先週末の飲み会から、発言者の数を絞ることになり、その1人に私は数えられていました。トップバッターは中国嫌いで知られた男で、ドバイを話題にしました。海外駐在に続く駐在を繰り返した男で、私は若いころにデュセルドルフで世話になっています。彼に日帰りで500kmも離れた地に案内してもらったのです。「森君、雨やからな、遅なるぞ」。アウトバーンはドイツが誇る高速道路だけに、通常は最高速度制限はなく、最低速度制限があります。しかし、「雨の日は、(最高速度制限があって、時速)140kmしか出せんのだ」。その男が、ドバイの繁栄に目を見張ったのです。その繁栄は「異常だ」と訴えました。私はドバイを10数年前に訪ねたきりですが、砂上の楼閣と見てとり、紙誌などで印象記を残した思い出があります。
私は、NZ旅行談から切り出そうとしましたが、その瞬間に「待った」がかかり、ドバイに触れた男が「森のラジオビタミンを聴いた」と報告しました。ありがたい前座になりました。
NZは、「人口が少ないセイもあるが、自動車やテレビの会社はない。残業や単身赴任、公害などを伴いがちの産業、と見てのことだ。子供たちにとって大切なことは家族そろっての食事や、残すべき資産は、美しい空気、水、土地などと考えており、農業国として生き、羊などのゲップ(温暖化の一因)に課税している」と切り出しました。NZ駐在体験者が補足してくれました。
次に、このところ「雲南省の少数民族にも目を向けている」と話題をかえました。「三国志の時代に勇猛でならした騎馬民族が、漢族に追われ、いわば平家の落人村のように、山奥で村落を形成していた」「馬や武器を捨て、棚田を開き、息を潜めて生きてきた」「家族が肩を寄せ合い、村人同士で助け合い、自給自足の生活をし、土地柄にあった個別の文化を築き上げている」
「わが国はこの両者に見習い、生き方を考え直すときではないか」と結びに入りました。「日本人は、世界中の人が真似たら、地球が2、7個も必要になる生き方をしている。急いで1つの地球で済ませられる生き方を編み出し、模範を示すべき時だ」「武器を捨て、その模範を示すべき時だ。アジアの人々はそうした日本を求めている」
次いで中国通の男がスピーチに、最近聴いた中国人の声の紹介から始めました。「中国は大きい」「人が多い」「どうしようもない」「10年前、20年前と比べて、今に満足している」「誰が(政府?)じゃまをしようが、世界のことを知ることができる」「なにはともあれ、家族や地域のために頑張りたい」など。もちろん冷凍餃子の話題も出ました。賢い(中国)人は「原因は中国側にあった、と気付いている」「問題が長引き、おびただしい数の(中国)人が失業している」「それにしても、なぜ(日本人は)冷凍餃子を食べるのだ」「家族でつくって、家族で食べるものと違うのか」など、と中国贔屓の意見が続きました。定年後も、この男は私費で中国に通い続けていたのです。

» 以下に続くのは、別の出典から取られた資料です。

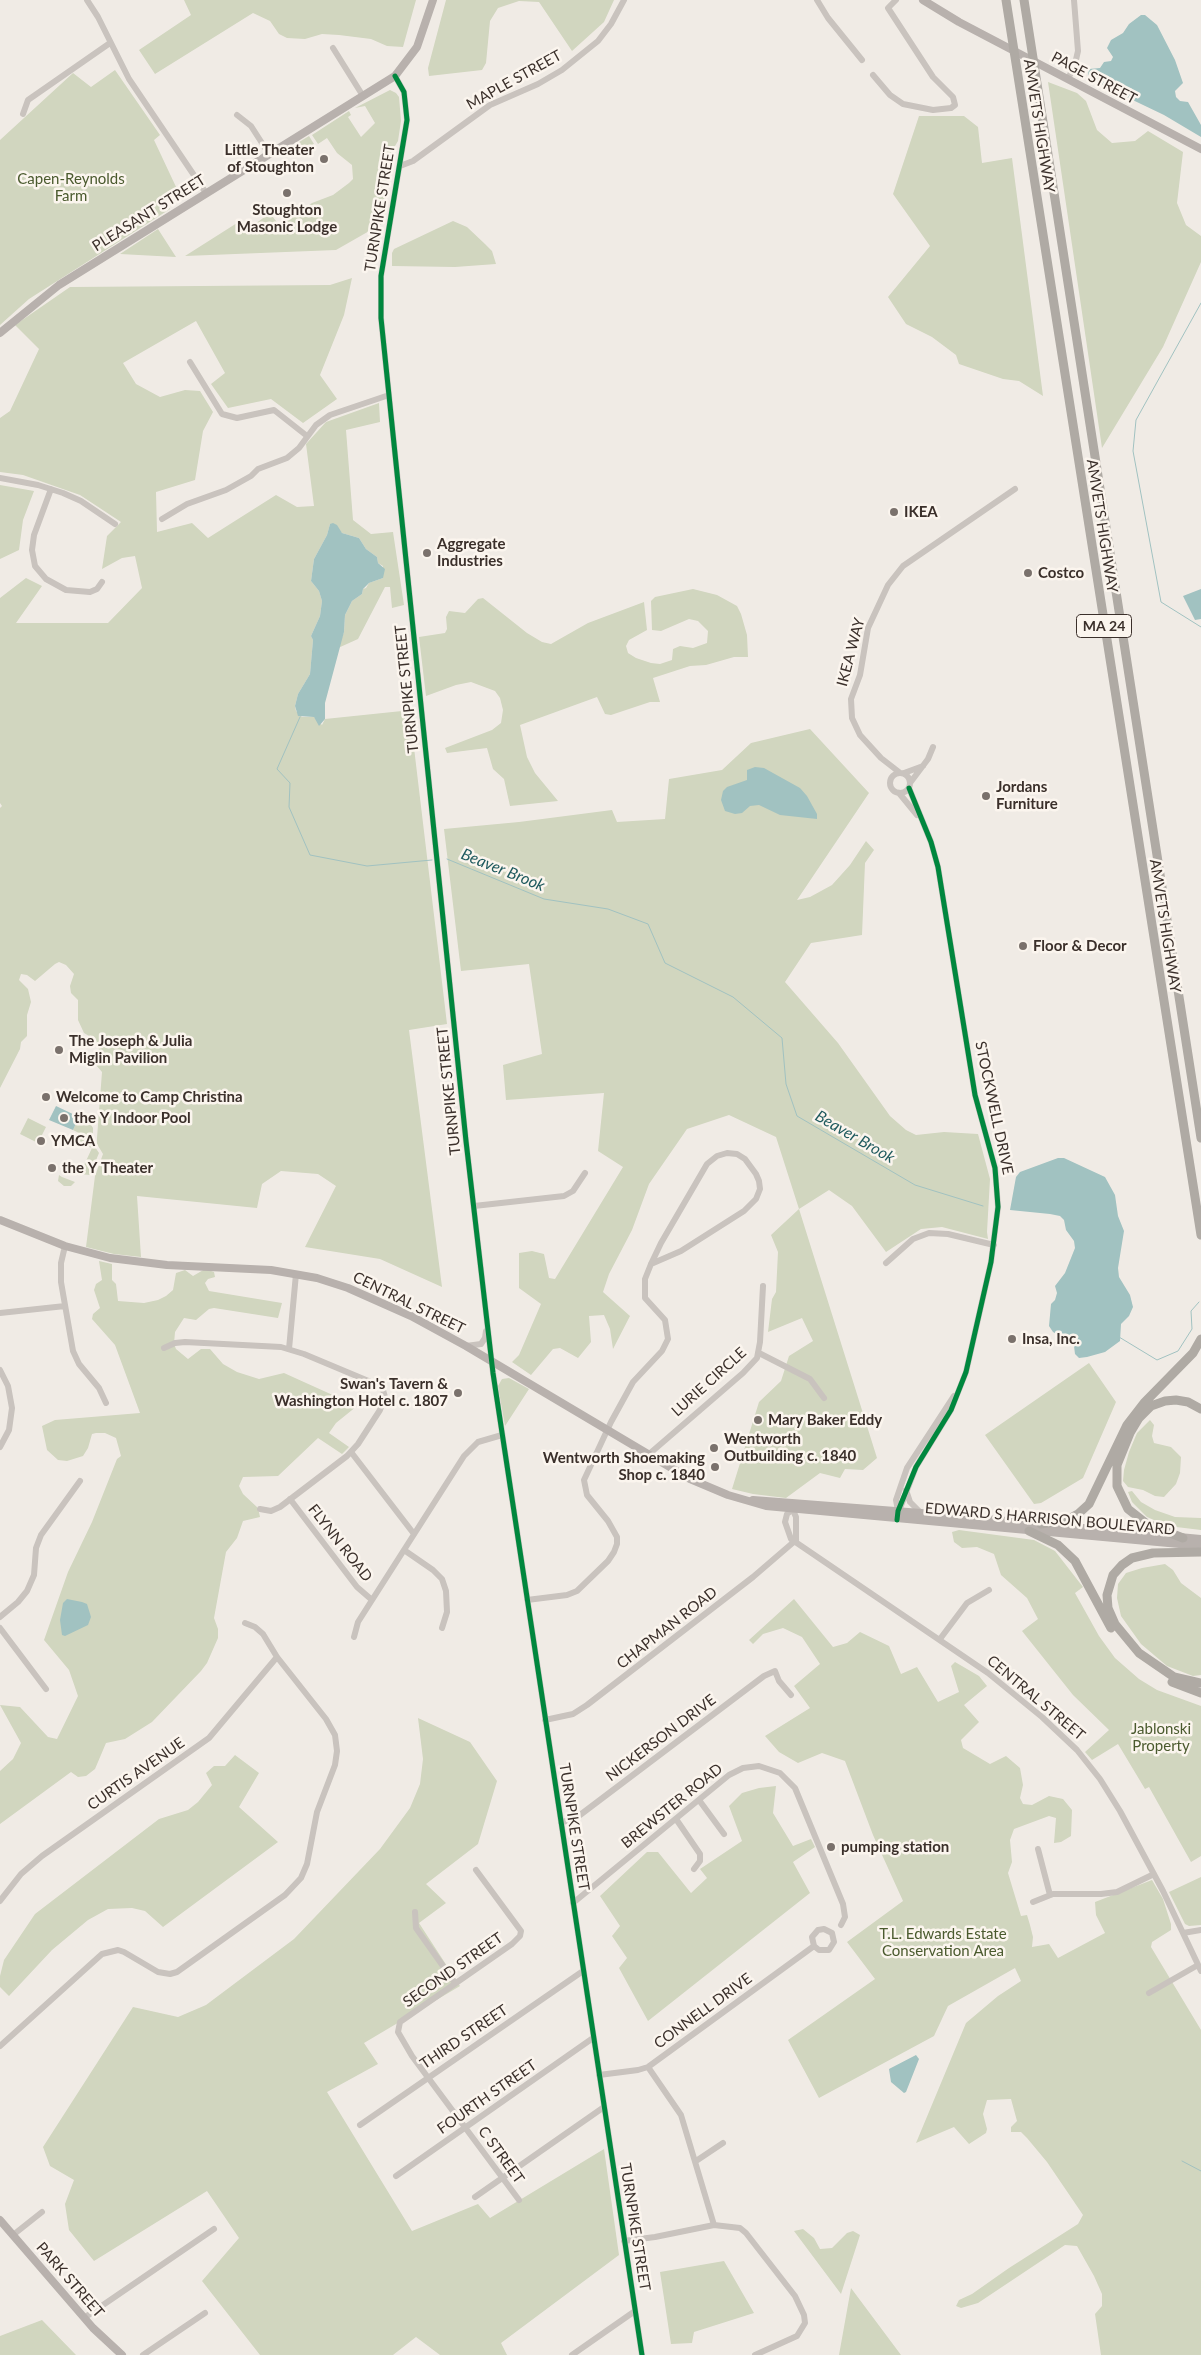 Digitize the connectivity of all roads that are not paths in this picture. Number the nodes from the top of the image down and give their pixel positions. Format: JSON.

質疑の中に、「ワシは中国に文句を言いたい。なぜ日本にミサイルを向けているのだ。その間は信用できない」との意見も飛び出しました。もちろん反対意見もありました。「資源小国の日本に何の魅力があるのか。攻めて甲斐のある対象ではない」「まず日本は、過去の歴史的事実を明らかにすることに努めるべきだ」など。
このような話題で、飲み会は1時間以上予定時間をオーバーしました。結局、ある男の提案で、次の飲み会までの間に「森の家を見学に行こう」と言うことになりました。この男は、独身寮時代からのつきあいのある1人です。どのような話も茶化す男でしたが、この日は違いました。数分にわたって演説しました。参加者全員が意外な一面を見た思いがしたようです。

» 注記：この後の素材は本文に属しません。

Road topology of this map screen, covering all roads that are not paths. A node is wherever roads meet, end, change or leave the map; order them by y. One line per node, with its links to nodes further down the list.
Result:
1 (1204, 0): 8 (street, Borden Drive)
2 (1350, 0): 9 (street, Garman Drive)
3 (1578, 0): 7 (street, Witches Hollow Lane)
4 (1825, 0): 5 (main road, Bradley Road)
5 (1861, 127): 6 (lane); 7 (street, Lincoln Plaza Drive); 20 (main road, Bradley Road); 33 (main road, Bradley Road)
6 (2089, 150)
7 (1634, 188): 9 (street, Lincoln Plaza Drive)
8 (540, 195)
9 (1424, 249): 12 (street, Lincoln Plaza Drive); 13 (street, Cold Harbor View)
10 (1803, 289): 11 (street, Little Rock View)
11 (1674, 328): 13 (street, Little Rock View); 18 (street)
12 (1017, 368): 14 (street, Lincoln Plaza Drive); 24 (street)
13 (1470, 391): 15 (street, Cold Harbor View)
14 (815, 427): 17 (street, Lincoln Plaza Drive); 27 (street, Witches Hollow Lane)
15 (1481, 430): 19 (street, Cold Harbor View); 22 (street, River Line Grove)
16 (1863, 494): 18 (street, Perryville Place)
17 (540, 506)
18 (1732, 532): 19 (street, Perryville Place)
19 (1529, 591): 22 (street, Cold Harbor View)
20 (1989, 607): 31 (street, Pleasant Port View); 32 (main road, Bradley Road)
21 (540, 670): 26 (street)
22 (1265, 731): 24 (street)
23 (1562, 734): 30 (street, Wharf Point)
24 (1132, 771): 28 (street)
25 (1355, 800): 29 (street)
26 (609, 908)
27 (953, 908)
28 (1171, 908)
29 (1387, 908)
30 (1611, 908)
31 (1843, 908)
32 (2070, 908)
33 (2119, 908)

同時に、やるせない思いをした人が多かったようです。青春期に、5回にわたる海外赴任で、通算すれば17年間も単身生活をした、という人が大勢いたからです。逆に、中国贔屓の男は、北京駐在の折に家族を同伴したのですが、結局「女房は3日と我慢できなかった」「すぐに日本にひきあげてしまった」と、嘆いていました。今もその男は1人で中国通いです。
私は、70年代に入ったころから、工業社会に狂奔する商社に不安を感じ、つまり経済戦争に不安を感じ、ポスト工業社会を切り拓く触媒のような会社にすべき、との意見の持ち主になりました。でも、説得力がなく、商社を去りました。そのころの思いを、このたび改めて開陳したわけです。その結果「森の家を見学に行こう」になったのです。私は胸を打たれました。なぜか集まっていた仲間と、戦時中の特攻隊員の姿が二重写しになったのです。
だからこうして、30年も前に飛び出した私を仲間として呼んでくれていたのだ、と感じました。